- [Stored data entries]:
■ ■ ■ ■ ■ ■ ■

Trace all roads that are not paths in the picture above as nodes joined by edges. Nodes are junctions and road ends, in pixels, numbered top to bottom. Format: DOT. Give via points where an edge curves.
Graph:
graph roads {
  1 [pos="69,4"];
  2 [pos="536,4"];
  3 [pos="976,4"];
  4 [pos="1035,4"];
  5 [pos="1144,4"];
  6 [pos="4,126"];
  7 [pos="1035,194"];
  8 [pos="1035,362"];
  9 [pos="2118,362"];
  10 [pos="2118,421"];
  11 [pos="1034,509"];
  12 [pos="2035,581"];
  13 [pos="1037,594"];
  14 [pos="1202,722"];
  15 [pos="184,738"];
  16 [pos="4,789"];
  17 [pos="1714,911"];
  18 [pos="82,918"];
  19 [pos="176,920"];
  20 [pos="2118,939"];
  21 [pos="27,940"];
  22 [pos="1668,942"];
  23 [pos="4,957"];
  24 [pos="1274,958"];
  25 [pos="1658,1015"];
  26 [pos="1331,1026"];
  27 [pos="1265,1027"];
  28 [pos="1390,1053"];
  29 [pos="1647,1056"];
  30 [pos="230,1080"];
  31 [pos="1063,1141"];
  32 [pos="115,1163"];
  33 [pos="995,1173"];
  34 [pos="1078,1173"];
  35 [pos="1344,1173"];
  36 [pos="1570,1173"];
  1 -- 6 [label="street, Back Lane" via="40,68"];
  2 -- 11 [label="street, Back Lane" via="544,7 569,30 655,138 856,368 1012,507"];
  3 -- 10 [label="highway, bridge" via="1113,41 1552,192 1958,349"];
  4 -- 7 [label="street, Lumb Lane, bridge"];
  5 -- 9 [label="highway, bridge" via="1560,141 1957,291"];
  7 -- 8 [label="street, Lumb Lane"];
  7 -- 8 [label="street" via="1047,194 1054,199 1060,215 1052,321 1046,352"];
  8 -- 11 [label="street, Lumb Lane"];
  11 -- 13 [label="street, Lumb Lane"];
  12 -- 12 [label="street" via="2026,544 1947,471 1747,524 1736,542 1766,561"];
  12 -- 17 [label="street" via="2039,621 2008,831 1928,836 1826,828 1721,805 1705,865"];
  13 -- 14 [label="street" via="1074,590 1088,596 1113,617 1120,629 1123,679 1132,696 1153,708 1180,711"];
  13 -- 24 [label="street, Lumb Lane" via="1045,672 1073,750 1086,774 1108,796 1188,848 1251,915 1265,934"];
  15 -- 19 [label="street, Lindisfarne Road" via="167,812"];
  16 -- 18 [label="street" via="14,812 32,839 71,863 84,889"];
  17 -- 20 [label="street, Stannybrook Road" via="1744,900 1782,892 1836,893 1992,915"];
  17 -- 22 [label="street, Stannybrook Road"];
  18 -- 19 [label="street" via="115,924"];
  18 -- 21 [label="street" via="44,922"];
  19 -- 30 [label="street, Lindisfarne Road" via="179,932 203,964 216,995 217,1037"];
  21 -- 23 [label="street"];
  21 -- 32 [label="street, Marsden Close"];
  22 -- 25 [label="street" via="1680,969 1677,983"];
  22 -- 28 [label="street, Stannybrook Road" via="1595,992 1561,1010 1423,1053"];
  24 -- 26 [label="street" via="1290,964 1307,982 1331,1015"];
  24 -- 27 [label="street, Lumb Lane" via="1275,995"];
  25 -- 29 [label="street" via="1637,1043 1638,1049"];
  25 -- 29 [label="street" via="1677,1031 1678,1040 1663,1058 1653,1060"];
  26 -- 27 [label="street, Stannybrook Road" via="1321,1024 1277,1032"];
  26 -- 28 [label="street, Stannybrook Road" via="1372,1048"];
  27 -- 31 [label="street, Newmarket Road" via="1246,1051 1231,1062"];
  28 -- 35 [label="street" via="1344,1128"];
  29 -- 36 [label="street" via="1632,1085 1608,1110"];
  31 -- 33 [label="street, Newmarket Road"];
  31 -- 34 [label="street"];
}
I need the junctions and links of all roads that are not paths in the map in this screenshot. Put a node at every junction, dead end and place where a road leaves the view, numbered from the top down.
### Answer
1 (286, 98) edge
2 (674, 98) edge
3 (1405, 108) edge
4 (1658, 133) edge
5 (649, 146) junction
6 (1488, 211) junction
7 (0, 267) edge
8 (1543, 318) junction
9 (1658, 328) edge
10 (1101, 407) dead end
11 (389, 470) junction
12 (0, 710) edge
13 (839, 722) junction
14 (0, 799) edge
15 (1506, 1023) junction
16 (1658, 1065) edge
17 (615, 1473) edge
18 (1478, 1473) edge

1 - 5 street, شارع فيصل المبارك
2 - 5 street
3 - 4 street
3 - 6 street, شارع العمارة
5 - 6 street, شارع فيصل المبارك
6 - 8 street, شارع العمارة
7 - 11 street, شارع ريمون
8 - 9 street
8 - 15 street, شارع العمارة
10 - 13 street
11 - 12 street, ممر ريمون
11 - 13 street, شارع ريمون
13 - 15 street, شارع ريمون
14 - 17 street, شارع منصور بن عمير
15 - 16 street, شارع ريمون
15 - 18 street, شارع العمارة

■ ■ ■ ■ ■ ■ ■

Provide the number of lines in the entries that include "شارع", and no other text.

- [ANSWER]:
11